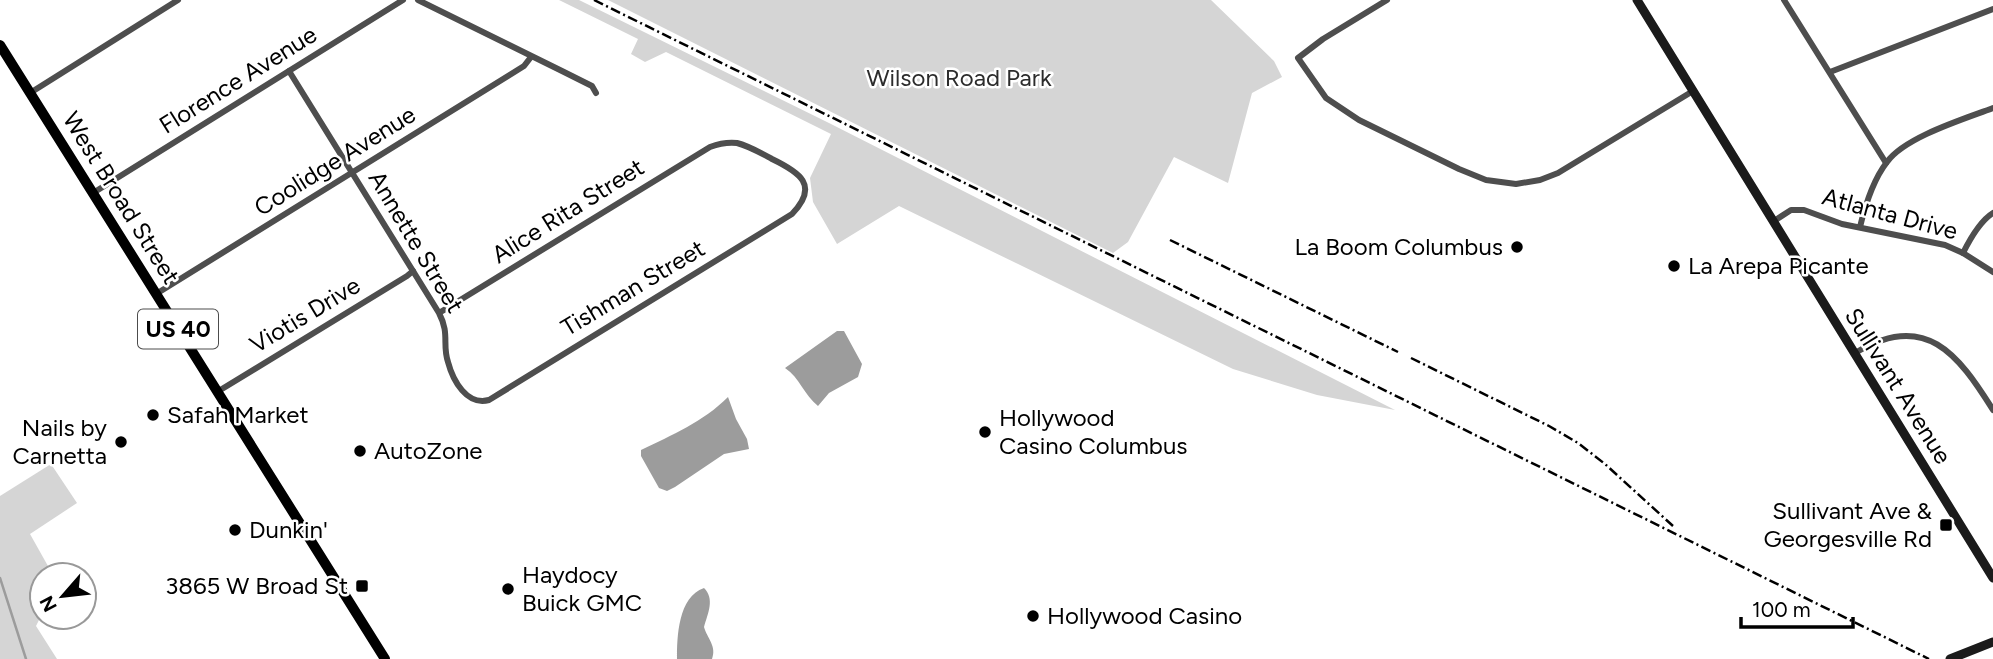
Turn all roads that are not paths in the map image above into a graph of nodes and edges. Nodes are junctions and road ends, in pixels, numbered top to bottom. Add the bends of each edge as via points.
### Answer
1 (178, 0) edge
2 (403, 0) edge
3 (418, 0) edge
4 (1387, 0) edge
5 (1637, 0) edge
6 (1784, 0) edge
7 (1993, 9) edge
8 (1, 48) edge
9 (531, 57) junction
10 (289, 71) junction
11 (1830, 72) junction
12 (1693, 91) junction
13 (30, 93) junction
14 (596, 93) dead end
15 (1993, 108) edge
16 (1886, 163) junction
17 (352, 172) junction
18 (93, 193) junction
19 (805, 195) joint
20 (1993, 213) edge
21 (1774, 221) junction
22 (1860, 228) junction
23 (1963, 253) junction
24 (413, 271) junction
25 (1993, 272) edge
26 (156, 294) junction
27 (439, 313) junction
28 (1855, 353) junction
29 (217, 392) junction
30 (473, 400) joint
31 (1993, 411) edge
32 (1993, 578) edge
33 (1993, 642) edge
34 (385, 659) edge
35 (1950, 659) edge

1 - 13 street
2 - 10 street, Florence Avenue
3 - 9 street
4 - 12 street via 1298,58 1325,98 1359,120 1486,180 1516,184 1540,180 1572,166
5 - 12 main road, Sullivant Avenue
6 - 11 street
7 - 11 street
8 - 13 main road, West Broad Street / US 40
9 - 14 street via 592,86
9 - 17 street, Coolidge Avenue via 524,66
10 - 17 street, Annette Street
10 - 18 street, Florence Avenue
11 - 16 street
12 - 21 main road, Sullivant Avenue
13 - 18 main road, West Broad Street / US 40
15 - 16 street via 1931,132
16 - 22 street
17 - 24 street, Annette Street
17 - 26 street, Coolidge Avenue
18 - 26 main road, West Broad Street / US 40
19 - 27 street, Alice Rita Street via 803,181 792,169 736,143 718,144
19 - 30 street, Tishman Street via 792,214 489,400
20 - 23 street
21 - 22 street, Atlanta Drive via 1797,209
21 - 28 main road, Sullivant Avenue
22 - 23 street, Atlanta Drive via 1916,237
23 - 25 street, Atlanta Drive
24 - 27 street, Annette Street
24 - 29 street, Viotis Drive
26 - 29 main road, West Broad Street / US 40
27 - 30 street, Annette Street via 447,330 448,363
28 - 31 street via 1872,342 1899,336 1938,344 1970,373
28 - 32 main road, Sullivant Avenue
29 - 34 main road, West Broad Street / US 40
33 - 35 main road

» **What the exercise asks**:
From the records given above, reproduce all text exactly and exclude each picture.

» **Task output**:
Turn all roads that are not paths in the map image above into a graph of nodes and edges. Nodes are junctions and road ends, in pixels, numbered top to bottom. Add the bends of each edge as via points.
### Answer
1 (178, 0) edge
2 (403, 0) edge
3 (418, 0) edge
4 (1387, 0) edge
5 (1637, 0) edge
6 (1784, 0) edge
7 (1993, 9) edge
8 (1, 48) edge
9 (531, 57) junction
10 (289, 71) junction
11 (1830, 72) junction
12 (1693, 91) junction
13 (30, 93) junction
14 (596, 93) dead end
15 (1993, 108) edge
16 (1886, 163) junction
17 (352, 172) junction
18 (93, 193) junction
19 (805, 195) joint
20 (1993, 213) edge
21 (1774, 221) junction
22 (1860, 228) junction
23 (1963, 253) junction
24 (413, 271) junction
25 (1993, 272) edge
26 (156, 294) junction
27 (439, 313) junction
28 (1855, 353) junction
29 (217, 392) junction
30 (473, 400) joint
31 (1993, 411) edge
32 (1993, 578) edge
33 (1993, 642) edge
34 (385, 659) edge
35 (1950, 659) edge

1 - 13 street
2 - 10 street, Florence Avenue
3 - 9 street
4 - 12 street via 1298,58 1325,98 1359,120 1486,180 1516,184 1540,180 1572,166
5 - 12 main road, Sullivant Avenue
6 - 11 street
7 - 11 street
8 - 13 main road, West Broad Street / US 40
9 - 14 street via 592,86
9 - 17 street, Coolidge Avenue via 524,66
10 - 17 street, Annette Street
10 - 18 street, Florence Avenue
11 - 16 street
12 - 21 main road, Sullivant Avenue
13 - 18 main road, West Broad Street / US 40
15 - 16 street via 1931,132
16 - 22 street
17 - 24 street, Annette Street
17 - 26 street, Coolidge Avenue
18 - 26 main road, West Broad Street / US 40
19 - 27 street, Alice Rita Street via 803,181 792,169 736,143 718,144
19 - 30 street, Tishman Street via 792,214 489,400
20 - 23 street
21 - 22 street, Atlanta Drive via 1797,209
21 - 28 main road, Sullivant Avenue
22 - 23 street, Atlanta Drive via 1916,237
23 - 25 street, Atlanta Drive
24 - 27 street, Annette Street
24 - 29 street, Viotis Drive
26 - 29 main road, West Broad Street / US 40
27 - 30 street, Annette Street via 447,330 448,363
28 - 31 street via 1872,342 1899,336 1938,344 1970,373
28 - 32 main road, Sullivant Avenue
29 - 34 main road, West Broad Street / US 40
33 - 35 main road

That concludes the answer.